Rail Simulator supports animated textures. Animated textures refer to a series of identically sized frames or textures which the game will load and display frame-by-frame. Some examples of animated textures would be :
- traffic light sequence
- flashing lights on a police car
The process is fairly straight-forward. The engine relies of the fact that the frames are named sequentially, and once the material is set up to animate, it will loop through these sequentially named frames at a given speed.

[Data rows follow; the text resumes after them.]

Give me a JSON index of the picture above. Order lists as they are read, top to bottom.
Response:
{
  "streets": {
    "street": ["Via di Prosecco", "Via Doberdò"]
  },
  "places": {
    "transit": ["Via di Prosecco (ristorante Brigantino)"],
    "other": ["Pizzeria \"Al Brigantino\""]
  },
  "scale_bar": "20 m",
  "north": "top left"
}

Here, in this example, we will setup a simple 4 frame animation.
1. Intially create the sequence of 4 frames and name then as follows:
XXXXX_anim1.ace, XXXXX_anim2.ace, XXXXX_anim3.ace, XXXXX_anim4.ace etc (where XXXXX is the texture name).
2. In 3DSMax, assign a simple shader such as TexDiff (or AddATex for glows) to the relevent polygon or mesh. Then in the material, point the texture slot to the first texture XXXXX_anim1.ace. It's important to point to the first texture so the game engine knows where to start the sequence.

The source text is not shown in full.